Dictionary of National Biography, 1885-1900/Baldwin, Timothy
BALDWIN, Sir TIMOTHY (1620–1696), civil lawyer, younger son of Charles Baldwin of Burwarton, Shropshire, was born in 1620. He became a commoner of Balliol College, Oxford, in 1635, and proceeded B.A. on 13 Oct. 1638, B.C.L. on 26 June 1641, and D.C.L. in 1652. In 1639 he was elected fellow of All Souls' College, where he lived during the civil wars. As a royalist he was deprived of his fellowship by the parliamentary commissioners in 1648, but an application on his behalf to the wife of Thomas Kelsey, deputy-governor of the city of Oxford, accompanied by 'certain gifts,' secured his speedy reinstatement. He is mentioned by Wood in his autobiography (ed. Bliss, p. xxv) as joining in 1655 a number of royalists 'who esteem'd themselves either virtuosi or wits' in encouraging an Oxford apothecary to sell 'coffey publickly in his house against All Soules Coll.' At the restoration he was nominated a royal commissioner to inquire into the state of the university, was admitted principal of Hart Hall, now Hertford College (21 June 1660), and became a member of the College of Civilians (Coote's English Civilians, p. 84). He afterwards resigned his fellowship (1661), and was nominated chancellor of the dioceses of Hereford and Worcester. For twelve years, from 1670 to 1682, he was a master in chancery (Foss's Judges, vii. 8). He was knighted in July 1670, and was then described as of Stoke Castle, Shropshire. In 1679-80 he is found acting as one of the clerks in the House of Lords, and actively engaged in procuring evidence against the five lords charged with a treasonable catholic conspiracy. He died in 1696. At the time he held the office of steward of Leominster (Luttrell's Brief Relation, iv. 93).

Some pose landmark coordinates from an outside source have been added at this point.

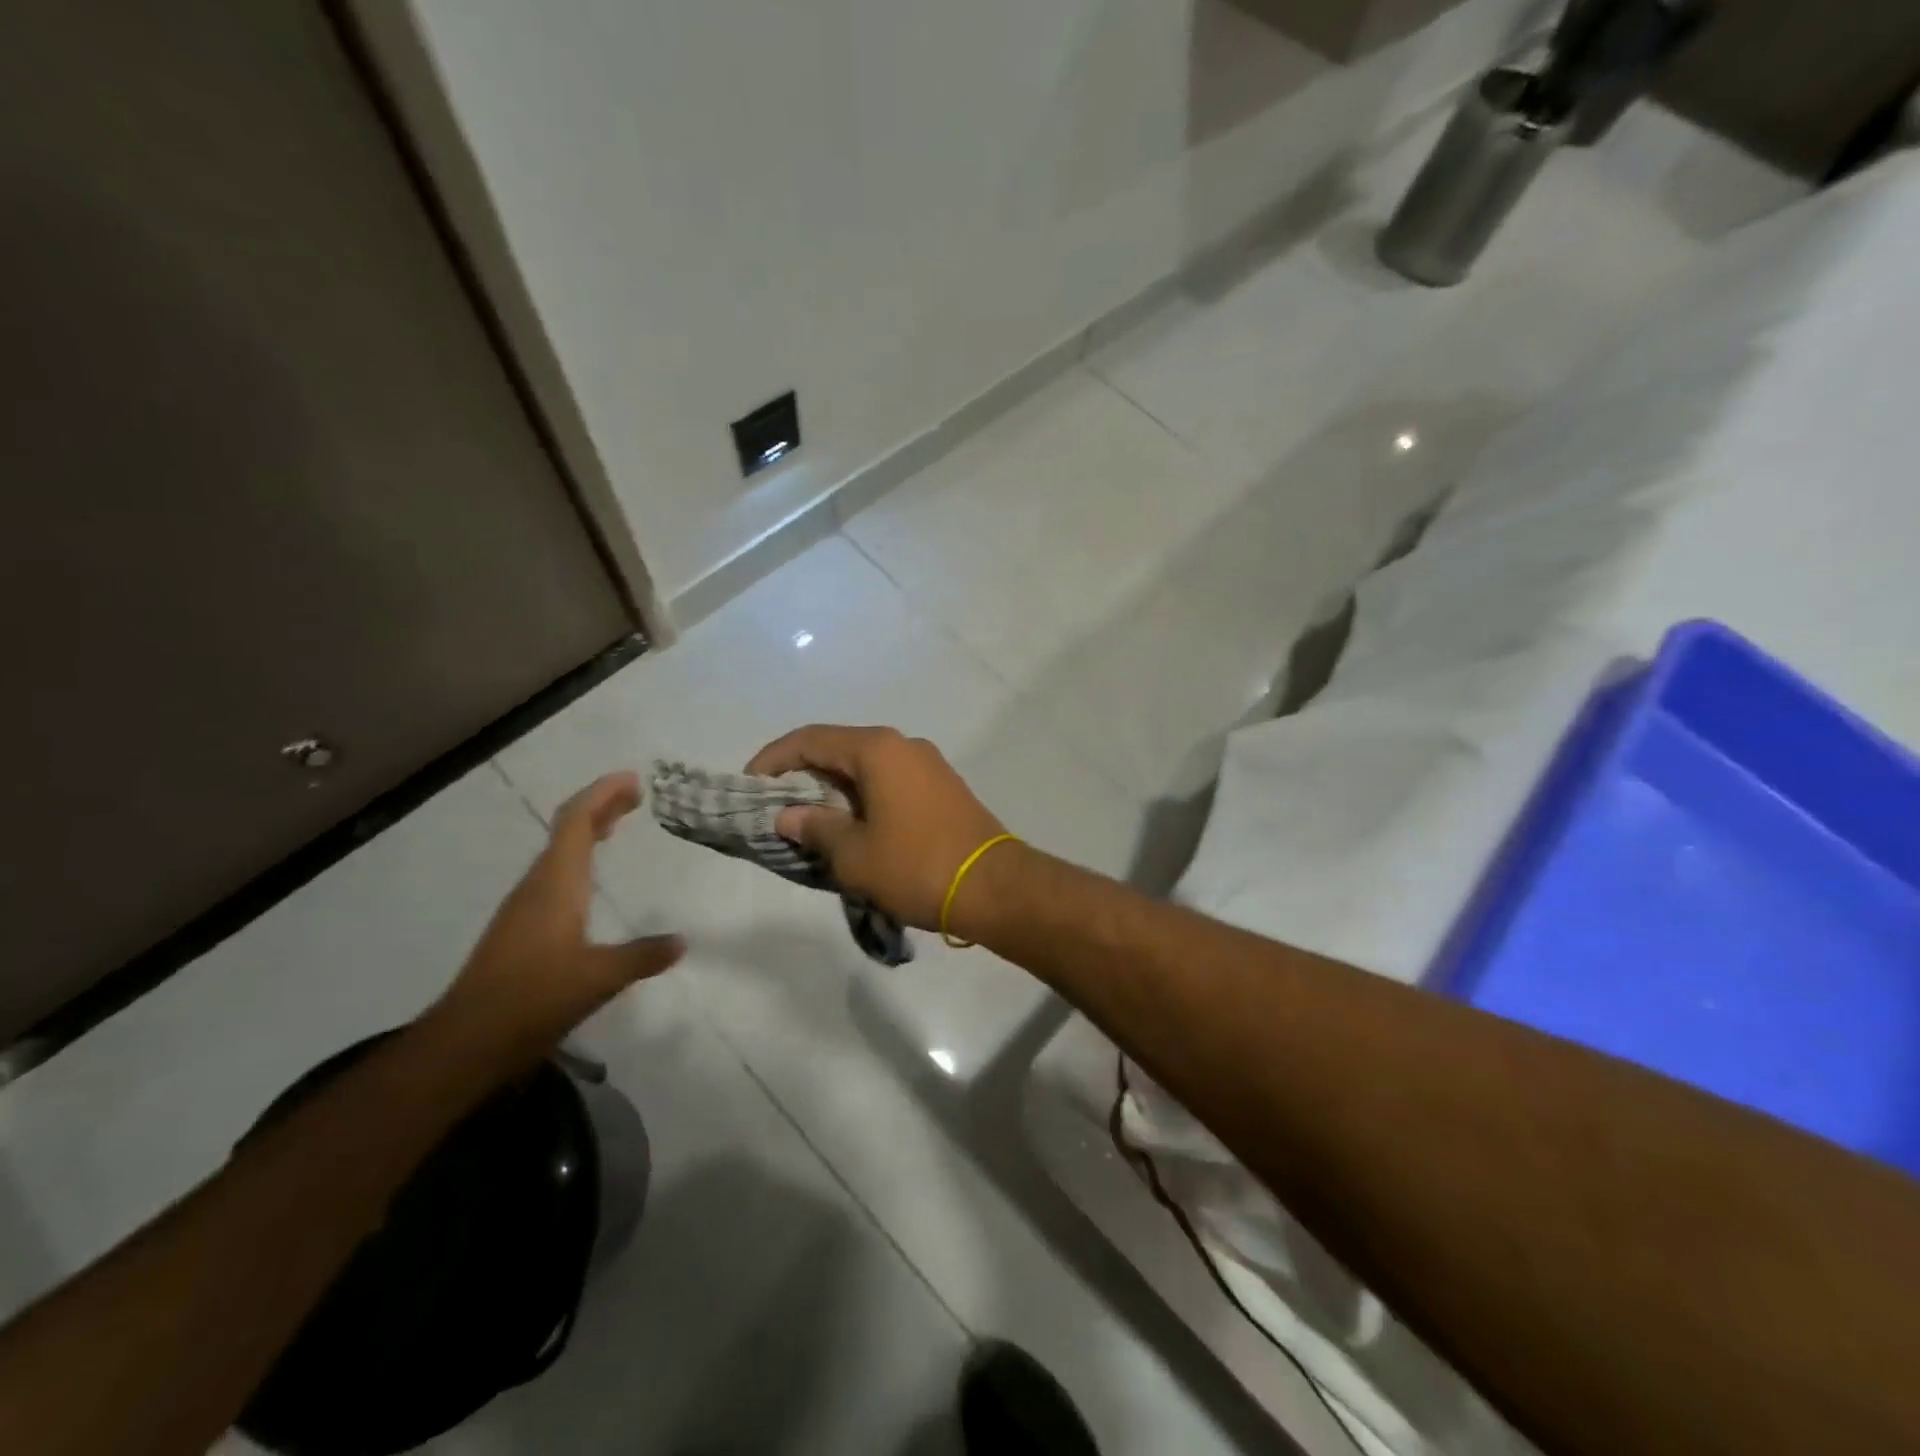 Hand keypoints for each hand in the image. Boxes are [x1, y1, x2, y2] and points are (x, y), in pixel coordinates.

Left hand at [431, 773, 682, 1072]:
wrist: (465, 1044)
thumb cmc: (532, 999)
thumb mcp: (599, 978)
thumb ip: (642, 956)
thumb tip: (681, 942)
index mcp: (555, 885)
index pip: (576, 822)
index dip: (602, 794)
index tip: (633, 780)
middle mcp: (537, 887)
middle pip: (567, 831)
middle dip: (601, 807)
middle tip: (636, 796)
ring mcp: (524, 908)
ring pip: (559, 854)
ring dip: (588, 833)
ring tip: (618, 826)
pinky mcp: (520, 930)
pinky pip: (554, 876)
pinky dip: (578, 861)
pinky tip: (591, 881)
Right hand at [746, 725, 1009, 931]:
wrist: (994, 887)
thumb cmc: (916, 866)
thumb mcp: (854, 854)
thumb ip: (815, 828)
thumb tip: (788, 815)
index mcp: (877, 750)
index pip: (810, 739)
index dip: (773, 758)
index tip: (748, 784)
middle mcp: (904, 745)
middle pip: (839, 749)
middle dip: (804, 775)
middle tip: (777, 807)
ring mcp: (928, 765)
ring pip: (867, 767)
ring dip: (835, 789)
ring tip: (811, 822)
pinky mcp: (944, 787)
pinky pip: (891, 782)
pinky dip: (864, 797)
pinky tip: (854, 827) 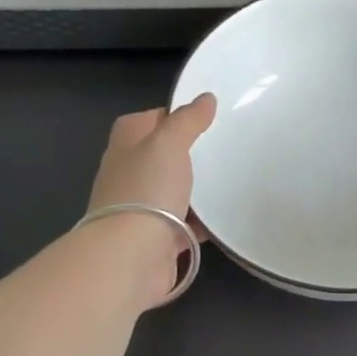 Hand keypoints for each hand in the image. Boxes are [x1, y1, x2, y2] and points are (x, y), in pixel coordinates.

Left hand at [86, 94, 216, 307]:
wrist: (131, 257)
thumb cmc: (146, 190)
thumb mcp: (168, 143)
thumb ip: (187, 120)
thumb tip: (205, 98)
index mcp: (125, 146)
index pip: (146, 120)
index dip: (171, 115)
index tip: (203, 118)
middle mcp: (128, 175)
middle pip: (160, 157)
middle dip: (187, 154)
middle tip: (223, 149)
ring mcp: (140, 210)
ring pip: (172, 192)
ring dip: (195, 190)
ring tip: (230, 181)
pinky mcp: (156, 240)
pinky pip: (183, 226)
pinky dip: (200, 224)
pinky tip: (225, 219) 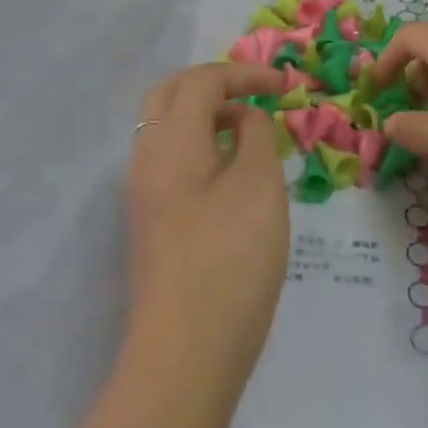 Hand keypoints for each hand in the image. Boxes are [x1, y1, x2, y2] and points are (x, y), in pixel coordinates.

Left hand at [123, 62, 288, 381]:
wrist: (185, 354)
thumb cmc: (229, 262)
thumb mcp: (259, 187)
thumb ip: (255, 137)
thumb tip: (244, 118)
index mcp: (169, 141)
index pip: (201, 81)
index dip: (244, 73)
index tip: (285, 85)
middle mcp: (146, 158)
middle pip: (170, 94)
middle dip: (215, 84)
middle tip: (257, 95)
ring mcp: (143, 192)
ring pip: (166, 127)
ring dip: (206, 114)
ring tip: (250, 130)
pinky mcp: (151, 221)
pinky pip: (171, 159)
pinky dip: (201, 144)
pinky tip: (233, 171)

Baldwin was the author of 'The Privileges of an Ambassador, written by way of letter to a friend who desired his opinion concerning the Portugal Ambassador,' 1654. This very rare tract treats of the charge of manslaughter preferred in an English court against Don Pantaleone, brother of the Portuguese ambassador. Baldwin also translated into Latin and published in 1656 Lord Herbert of Cherbury's 'History of the Expedition to Rhé in 1627.' The English original, which was written in 1630, was first printed in 1870 by the Philobiblon Society. In 1663 Baldwin edited and published 'The Jurisdiction of the Admiralty of England asserted against Sir Edward Coke's "Articuli Auctoritatis" in xxii. chapter of his "Jurisdiction of Courts" by Richard Zouch, Doctor of the Civil Laws and late Judge of the High Court of Admiralty, 1663.' Baldwin contributed a brief preface to this work dated 'Doctors' Commons, 25 Feb. 1663.'
[Athenæ Oxon. (ed. Bliss), iii. 241, 512, iv. 334; Fasti Oxon. i. 479, 500, ii. 3, 171; State Trials, vii. 1285, 1373, &c.; Martin's Archives of All Souls' College, 381; Burrows' Worthies of All Souls, 196, 216.]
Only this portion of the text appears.